If there is affinity and we assume that OS schedules threads on the same cores*  then each core has it's cache loaded with (some of) stacks of its fibers. If we assume sharing fibers across all cores, then each core will have to cache stacks for all of fibers which is wasteful.

So fiber affinity => that much less burden on each of core's caches, making them that much hotter.
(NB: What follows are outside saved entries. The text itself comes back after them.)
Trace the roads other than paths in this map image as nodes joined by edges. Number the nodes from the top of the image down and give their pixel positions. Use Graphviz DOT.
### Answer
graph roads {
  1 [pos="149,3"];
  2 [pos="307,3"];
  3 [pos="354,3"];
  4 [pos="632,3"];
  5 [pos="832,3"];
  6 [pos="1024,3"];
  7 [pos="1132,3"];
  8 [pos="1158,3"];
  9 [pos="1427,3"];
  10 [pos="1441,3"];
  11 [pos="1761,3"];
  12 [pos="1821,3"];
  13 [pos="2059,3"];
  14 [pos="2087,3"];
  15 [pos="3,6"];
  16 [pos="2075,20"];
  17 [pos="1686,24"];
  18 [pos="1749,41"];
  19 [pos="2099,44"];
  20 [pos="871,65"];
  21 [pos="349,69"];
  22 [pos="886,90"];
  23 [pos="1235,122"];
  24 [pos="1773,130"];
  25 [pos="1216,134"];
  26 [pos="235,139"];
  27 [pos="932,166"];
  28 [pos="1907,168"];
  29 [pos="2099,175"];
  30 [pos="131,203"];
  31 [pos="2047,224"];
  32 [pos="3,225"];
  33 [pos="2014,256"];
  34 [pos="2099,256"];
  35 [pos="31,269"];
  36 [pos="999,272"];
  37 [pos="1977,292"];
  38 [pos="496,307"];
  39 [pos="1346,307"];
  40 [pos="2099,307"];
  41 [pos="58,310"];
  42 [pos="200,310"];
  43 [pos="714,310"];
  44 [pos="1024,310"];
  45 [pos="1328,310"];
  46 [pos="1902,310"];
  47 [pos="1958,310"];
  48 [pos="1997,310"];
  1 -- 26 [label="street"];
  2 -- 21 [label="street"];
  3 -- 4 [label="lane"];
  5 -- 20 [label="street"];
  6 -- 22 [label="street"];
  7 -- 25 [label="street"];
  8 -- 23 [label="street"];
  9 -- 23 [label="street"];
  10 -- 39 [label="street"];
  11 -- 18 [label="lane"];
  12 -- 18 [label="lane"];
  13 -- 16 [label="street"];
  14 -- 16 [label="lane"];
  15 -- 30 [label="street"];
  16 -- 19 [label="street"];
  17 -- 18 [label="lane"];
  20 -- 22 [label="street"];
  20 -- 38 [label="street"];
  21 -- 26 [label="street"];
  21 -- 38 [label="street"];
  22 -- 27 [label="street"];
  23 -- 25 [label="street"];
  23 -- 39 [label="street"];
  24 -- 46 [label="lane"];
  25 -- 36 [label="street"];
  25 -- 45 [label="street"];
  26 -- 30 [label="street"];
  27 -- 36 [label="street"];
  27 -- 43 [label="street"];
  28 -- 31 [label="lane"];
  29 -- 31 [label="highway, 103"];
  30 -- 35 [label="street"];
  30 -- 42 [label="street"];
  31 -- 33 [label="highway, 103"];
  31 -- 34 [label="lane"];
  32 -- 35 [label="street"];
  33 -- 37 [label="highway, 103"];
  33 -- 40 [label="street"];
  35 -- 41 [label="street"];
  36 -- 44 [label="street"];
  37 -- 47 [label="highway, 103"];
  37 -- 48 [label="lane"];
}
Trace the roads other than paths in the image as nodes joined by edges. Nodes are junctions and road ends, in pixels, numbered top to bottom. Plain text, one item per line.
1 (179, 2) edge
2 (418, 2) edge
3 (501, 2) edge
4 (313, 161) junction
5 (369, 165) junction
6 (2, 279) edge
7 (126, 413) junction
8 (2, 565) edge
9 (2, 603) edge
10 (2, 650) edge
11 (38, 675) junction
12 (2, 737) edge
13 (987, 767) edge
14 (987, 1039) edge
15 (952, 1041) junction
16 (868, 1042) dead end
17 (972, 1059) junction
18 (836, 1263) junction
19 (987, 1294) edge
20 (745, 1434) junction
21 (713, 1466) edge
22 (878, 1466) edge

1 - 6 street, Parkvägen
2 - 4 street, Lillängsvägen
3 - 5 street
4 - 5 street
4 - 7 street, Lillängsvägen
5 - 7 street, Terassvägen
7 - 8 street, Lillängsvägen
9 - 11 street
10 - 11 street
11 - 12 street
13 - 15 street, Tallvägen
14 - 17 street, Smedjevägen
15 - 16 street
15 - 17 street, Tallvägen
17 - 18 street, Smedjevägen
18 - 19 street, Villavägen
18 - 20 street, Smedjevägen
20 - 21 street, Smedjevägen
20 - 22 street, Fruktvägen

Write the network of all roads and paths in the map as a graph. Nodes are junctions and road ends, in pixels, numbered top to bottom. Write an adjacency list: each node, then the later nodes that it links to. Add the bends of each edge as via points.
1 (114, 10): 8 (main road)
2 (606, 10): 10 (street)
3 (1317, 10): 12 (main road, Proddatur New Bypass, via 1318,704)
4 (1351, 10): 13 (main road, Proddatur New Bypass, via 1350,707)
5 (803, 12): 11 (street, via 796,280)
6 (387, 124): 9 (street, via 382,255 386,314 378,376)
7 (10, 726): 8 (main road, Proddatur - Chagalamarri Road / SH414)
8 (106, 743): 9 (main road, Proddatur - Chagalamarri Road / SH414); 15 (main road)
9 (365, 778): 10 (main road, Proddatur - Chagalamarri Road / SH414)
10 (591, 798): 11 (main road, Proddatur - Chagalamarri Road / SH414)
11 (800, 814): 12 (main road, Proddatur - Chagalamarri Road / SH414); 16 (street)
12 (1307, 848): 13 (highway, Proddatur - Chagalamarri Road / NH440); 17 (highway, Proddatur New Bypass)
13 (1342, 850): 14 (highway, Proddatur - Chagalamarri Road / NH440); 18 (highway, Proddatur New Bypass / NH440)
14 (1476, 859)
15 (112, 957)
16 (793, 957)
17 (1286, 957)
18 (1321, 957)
* You seem to assume the same. Fine assumption given that OS usually tries to keep the same cores working on the same threads, for the similar reasons I believe.

>  Add to this that
> two-and-two cores share primary caches so if you don't pair tasks that
> address the same memory you loose up to 10-20% performance in addition
> to unused capacity and increased latency. Smart scheduling matters, both
> at the OS level and at the application level. That's not a controversial
> statement (only in these forums…)!

Moving fibers across threads have no effect on all of the above even if there is some truth. There is simply no way to control what core executes which thread to begin with, this assignment is the OS territory.

>
> The only good reason for not switching is that you lack
> resources/know-how.

Reasons were presented, but there is nothing in your answer that at least acknowledges that.

> But then you probably should not make it a language
> feature in the first place...?

Then it's a good chance for you to prove your design by experimentation. That if we all accept concurrency issues with moving fibers that violate some language guarantees.

-- 
Dmitry Olshansky
June 05, 2015
On Friday, 5 June 2015 at 13:44:16 UTC, Dmitry Olshansky wrote:
> If there is affinity and we assume that OS schedules threads on the same cores*  then each core has it's cache loaded with (some of) stacks of its fibers. If we assume sharing fibers across all cores, then each core will have to cache stacks for all of fibers which is wasteful.

If you cannot control affinity then you can't take advantage of hyper-threading either? I need to think of this in terms of _smart_ scheduling and adaptive load balancing.

> Moving fibers across threads have no effect on all of the above even if there is some truth.

In order to get benefits from hyper-threading you need pay close attention how you schedule, or you should turn it off.

> There is simply no way to control what core executes which thread to begin with, this assignment is the OS territory.

If your OS is does not support hyper-threading level control you should turn it off...

>> The only good reason for not switching is that you lack
>> resources/know-how.
>
> Reasons were presented, but there is nothing in your answer that at least acknowledges that.

No, there were no performance related reasons, only TLS (which is a questionable feature to begin with).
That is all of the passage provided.